Background and Purpose Recent studies suggested a role for PGE2 in the expression of the chemokine IL‐8. PGE2 signals via four different GPCRs, EP1‐EP4. The role of EP1 and EP4 receptors for IL‐8 induction was studied in HEK293 cells, overexpressing EP1 (HEK‐EP1), EP4 (HEK‐EP4) or both receptors (HEK‐EP1 + EP4). Experimental Approach IL‐8 mRNA and protein induction and IL‐8 promoter and NF‐κB activation were assessed in EP expressing HEK cells. Key Results In HEK‐EP1 and HEK‐EP1 + EP4 but not HEK or HEK‐EP4 cells, PGE2 activated the IL‐8 promoter and induced IL‐8 mRNA and protein synthesis. Stimulation of HEK‐EP1 + EP4 cells with an EP1‐specific agonist activated IL‐8 promoter and induced IL‐8 mRNA and protein, whereas a specific EP4 agonist neither activated the IL‐8 promoter nor induced IL‐8 mRNA and protein synthesis. Simultaneous stimulation of HEK‐ EP1 + EP4 cells with both agonists activated IL‐8 promoter and induced IL‐8 mRNA to the same extent as PGE2. In HEK‐EP1 + EP4 cells, PGE2‐mediated IL‐8 promoter activation and IL‐8 mRNA induction were blunted by inhibition of IκB kinase. PGE2 activated NF‐κB in HEK‐EP1, HEK‐EP4 and HEK‐EP1 + EP4 cells.
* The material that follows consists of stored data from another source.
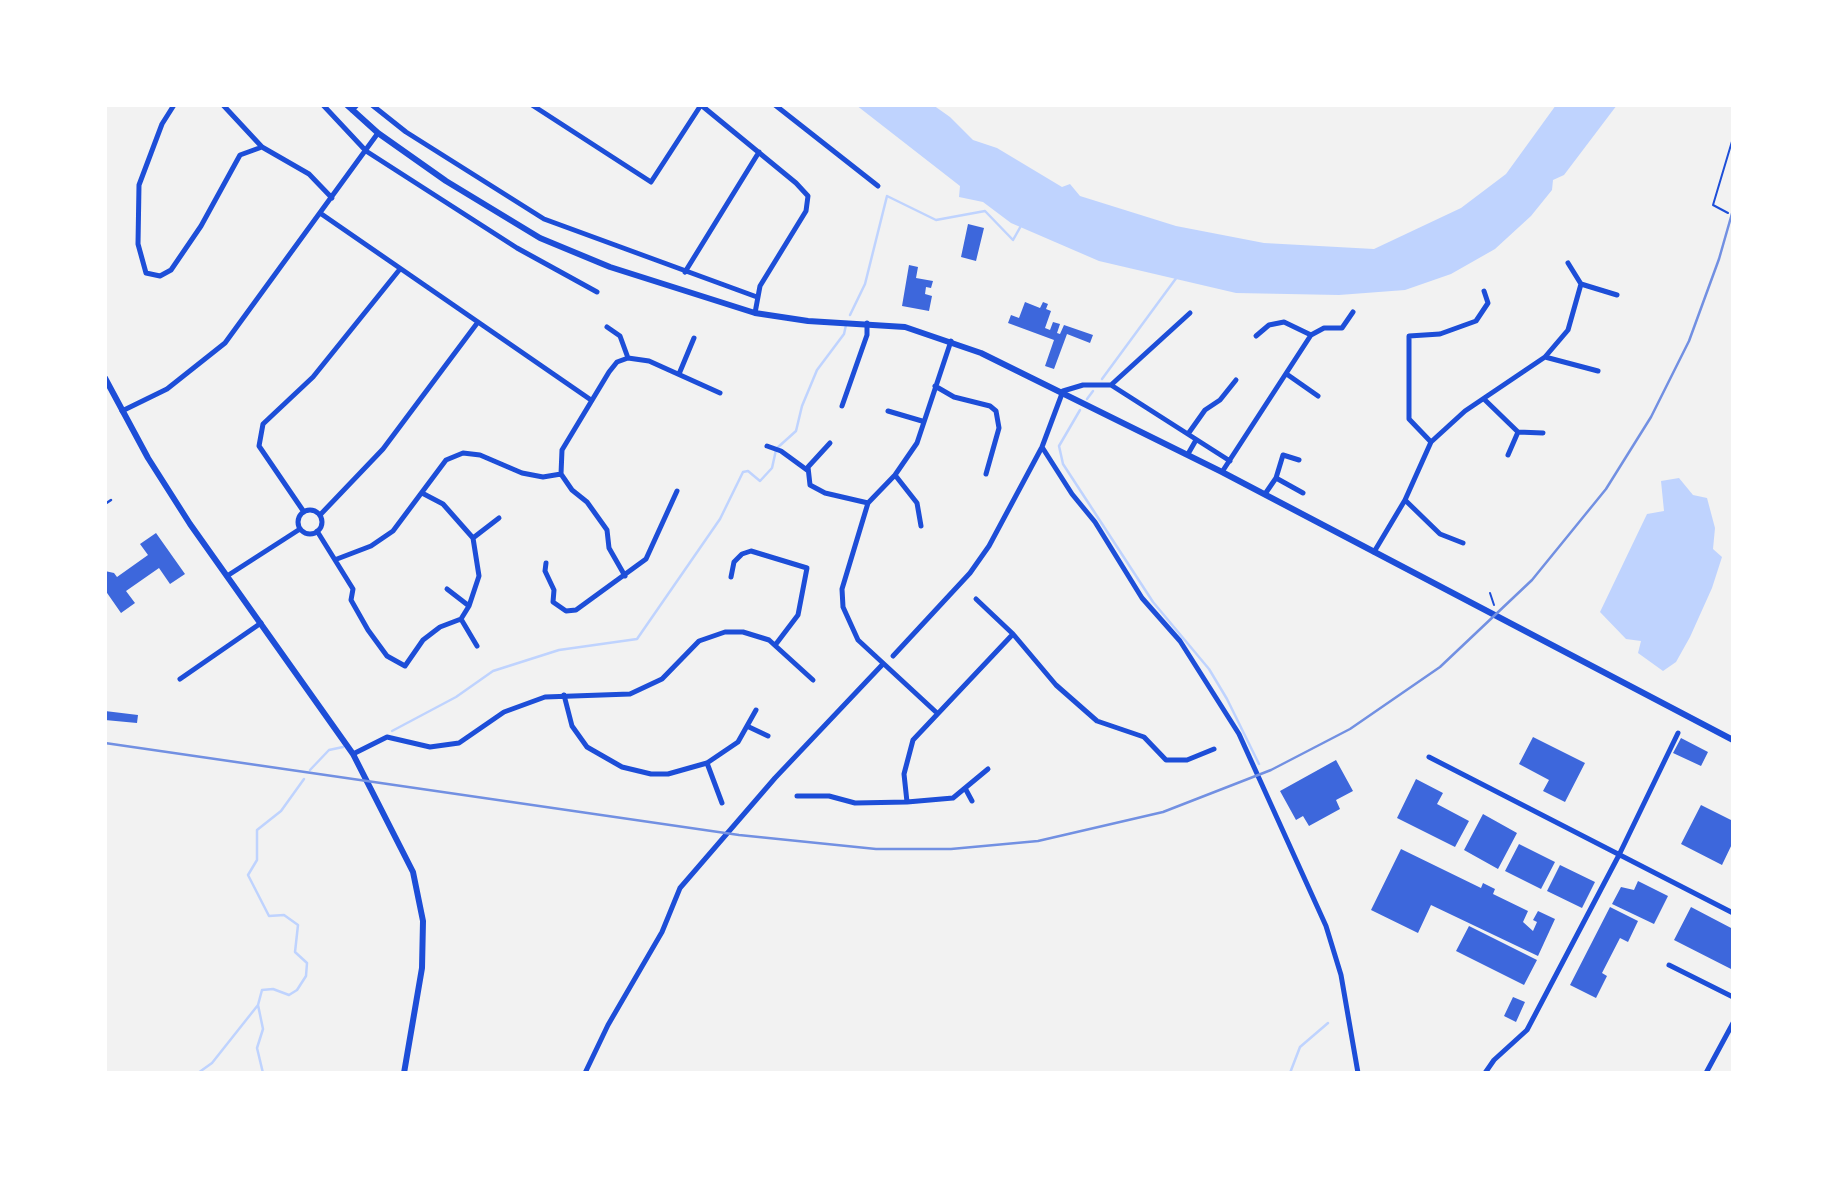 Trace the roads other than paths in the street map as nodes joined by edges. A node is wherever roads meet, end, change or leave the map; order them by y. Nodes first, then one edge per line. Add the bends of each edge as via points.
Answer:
1 (174, 105) edge
2 (223, 105) edge
3 (323, 105) edge
4 (372, 105) edge
5 (532, 105) edge
6 (701, 105) edge
7 (775, 105) edge
8 (352, 107) edge
9 (378, 133) junction
10 (262, 147) junction
11 (366, 151) junction
12 (759, 152) junction
13 (877, 186) dead end
14 (332, 198) junction
15 (320, 213) junction
16 (1568, 263) dead end
17 (400, 269) junction
18 (685, 272) junction
19 (1581, 284) junction
20 (1484, 291) dead end
21 (597, 292) dead end
22 (1617, 295) dead end
23 (757, 296) junction
24 (1353, 312) dead end
25 (755, 313) junction
26 (1190, 313) dead end
27 (478, 322) junction
28 (867, 323) junction
29 (607, 327) dead end
30 (1311, 335) junction
31 (1256, 336) dead end
32 (694, 338) dead end
33 (951, 341) junction
34 (1545, 357) junction
35 (628, 358) junction
36 (1598, 371) dead end
37 (679, 374) junction
38 (1288, 375) junction
39 (105, 378) edge
40 (1236, 380) dead end
41 (1111, 385) junction
42 (935, 386) junction
43 (1063, 391) junction
44 (720, 393) dead end
45 (1318, 396) dead end
46 (591, 400) junction
47 (1485, 400) junction
48 (842, 406) dead end
49 (122, 411) junction
50 (888, 411) dead end
51 (922, 421) junction
52 (1518, 432) junction
53 (1543, 433) dead end
54 (1188, 434) junction
55 (1196, 440) junction
56 (1431, 442) junction
57 (830, 443) dead end
58 (767, 446) dead end
59 (1042, 447) junction
60 (1188, 454) junction
61 (1508, 455) dead end
62 (1299, 460) dead end
63 (1230, 461) junction
64 (807, 470) junction
65 (1222, 472) junction
66 (561, 474) junction
67 (986, 474) dead end
68 (895, 475) junction
69 (1276, 478) junction
70 (677, 491) dead end
71 (422, 493) junction
72 (1303, 493) dead end
73 (1265, 494) junction
74 (111, 500) dead end
75 (1405, 500) junction
76 (868, 503) junction
77 (105, 505) edge
78 (304, 512) junction
79 (320, 515) junction
80 (499, 518) dead end
81 (922, 526) dead end
82 (300, 529) junction
83 (317, 531) junction
84 (473, 538) junction
85 (1463, 543) dead end
86 (1374, 552) junction
87 (337, 559) junction
88 (545, 563) dead end
89 (227, 576) junction
90 (625, 576) junction
91 (731, 577) dead end
92 (447, 589) dead end
93 (976, 599) dead end
94 (469, 606) junction
95 (461, 619) junction
96 (261, 623) junction
97 (1013, 634) junction
98 (776, 644) junction
99 (477, 646) dead end
100 (893, 656) dead end
101 (883, 665) junction
102 (180, 679) dead end
103 (814, 680) dead end
104 (564, 695) junction
105 (756, 710) dead end
106 (937, 713) junction
107 (749, 727) junction
108 (1678, 733) dead end
109 (768, 736) dead end
110 (1733, 740) edge
111 (1214, 749) dead end
112 (353, 754) junction
113 (1429, 757) dead end
114 (707, 763) junction
115 (988, 769) dead end
116 (965, 788) junction
117 (797, 796) dead end
118 (972, 801) dead end
119 (907, 802) junction
120 (722, 803) dead end
121 (1619, 855) junction
122 (1733, 913) edge
123 (1669, 965) dead end
124 (1733, 997) edge
125 (1733, 1023) edge
126 (404, 1073) edge
127 (585, 1073) edge
128 (1358, 1073) edge
129 (1485, 1073) edge
130 (1706, 1073) edge

1 - 10 street via 157,134 139,185 138,244 146,273 160,276 171,270 240,155
2 - 10 street
3 - 11 street
4 - 18 street via 406,132 544,219
5 - 6 street via 651,182
6 - 12 street
7 - 13 street
8 - 9 street
9 - 11 street
9 - 25 street via 482,205 540,238 610,267
10 - 14 street via 309,174
11 - 14 street
11 - 21 street via 517,248
12 - 18 street
12 - 23 street via 803,190 808,203
14 - 15 street
15 - 17 street
15 - 49 street via 225,343 167,389
16 - 19 street
17 - 27 street
17 - 78 street via 313,377 263,424 259,446
18 - 23 street
19 - 22 street
19 - 34 street via 1568,330
20 - 56 street via 1488,303 1476,321 1440,334 1409,335 1409,419
23 - 25 street
24 - 30 street via 1342,328 1324,328
25 - 28 street
26 - 41 street
27 - 46 street
27 - 79 street via 383,449
28 - 33 street via 905,327
28 - 48 street
29 - 35 street via 621,336
30 - 31 street via 1284,322 1269,325
30 - 38 street
32 - 37 street
33 - 42 street
33 - 43 street
34 - 36 street
34 - 47 street
35 - 37 street
35 - 46 street via 617,362
37 - 44 street
38 - 45 street
38 - 63 street
39 - 49 street
40 - 54 street
41 - 43 street
41 - 54 street
42 - 51 street
42 - 67 street via 996,411 999,428
43 - 59 street
43 - 60 street
46 - 66 street via 562,450
47 - 52 street
47 - 56 street via 1457,416
49 - 89 street
50 - 51 street
51 - 68 street via 917,443
52 - 53 street
52 - 61 street
54 - 55 street
55 - 60 street
55 - 63 street
56 - 75 street
57 - 64 street
58 - 64 street
59 - 100 street via 980,560
59 - 128 street via 1096,522 1142,598 1180,641 1239,734 1326,926 1341,975
60 - 65 street
62 - 69 street via 1283,456
63 - 65 street
64 - 76 street via 810,485 818,491
65 - 73 street
66 - 71 street via 522,473 480,455 463,453 446,460
66 - 90 street via 607,530 609,548
68 - 76 street
68 - 81 street via 917,503
69 - 72 street
69 - 73 street
70 - 90 street via 646,559
71 - 84 street via 443,504
71 - 87 street via 393,531 371,546
73 - 86 street
74 - 77 lane
75 - 85 street via 1440,534
75 - 86 street
76 - 101 street via 845,571 843,607 858,640
78 - 79 street
78 - 82 street
79 - 83 street via 322,524
80 - 84 street
82 - 83 street via 308,534
82 - 89 street
83 - 87 street
84 - 94 street via 479,576
86 - 110 street
87 - 95 street via 353,589 351,600 368,630 387,656 405,666 423,640
88 - 90 street via 553,602 566,611 576,610
89 - 96 street
91 - 98 street via 734,562 751,551 807,568 797,615
92 - 94 street
93 - 97 street
94 - 95 street
95 - 99 street
96 - 102 street
96 - 112 street
97 - 106 street
97 - 111 street via 1056,685 1097,721 1144,737 1166,760 1187,760
98 - 103 street
98 - 104 street via 743,632 711,635 648,688 630,694
101 - 106 street
101 - 127 street via 710,848 680,888 662,932
104 - 112 street via 528,701 459,743 430,747 387,737
104 - 114 street via 579,738 612,762 660,774
105 - 107 street
106 - 119 street via 913,740 904,774
107 - 109 street
107 - 114 street via 738,742
108 - 121 street
112 - 126 street via 413,872 423,921 422,968
113 - 121 street
114 - 120 street
115 - 116 street
116 - 118 street
116 - 119 street via 953,798
117 - 119 street via 829,796 856,803
121 - 122 street
121 - 129 street via 1527,1030
123 - 124 street
125 - 130 street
In HEK‐EP1 + EP4 cells, simultaneous activation of both receptors was needed for maximal PGE2‐induced NF‐κB activation. PGE2‐stimulated NF‐κB activation by EP1 was blocked by inhibitors of PLC, calcium‐signalling and Src‐kinase, whereas that induced by EP4 was only blunted by Src‐kinase inhibition. Conclusions and Implications These findings suggest that PGE2‐mediated NF‐κB activation by simultaneous stimulation of EP1 and EP4 receptors induces maximal IL‐8 promoter activation and IL‐8 mRNA and protein induction.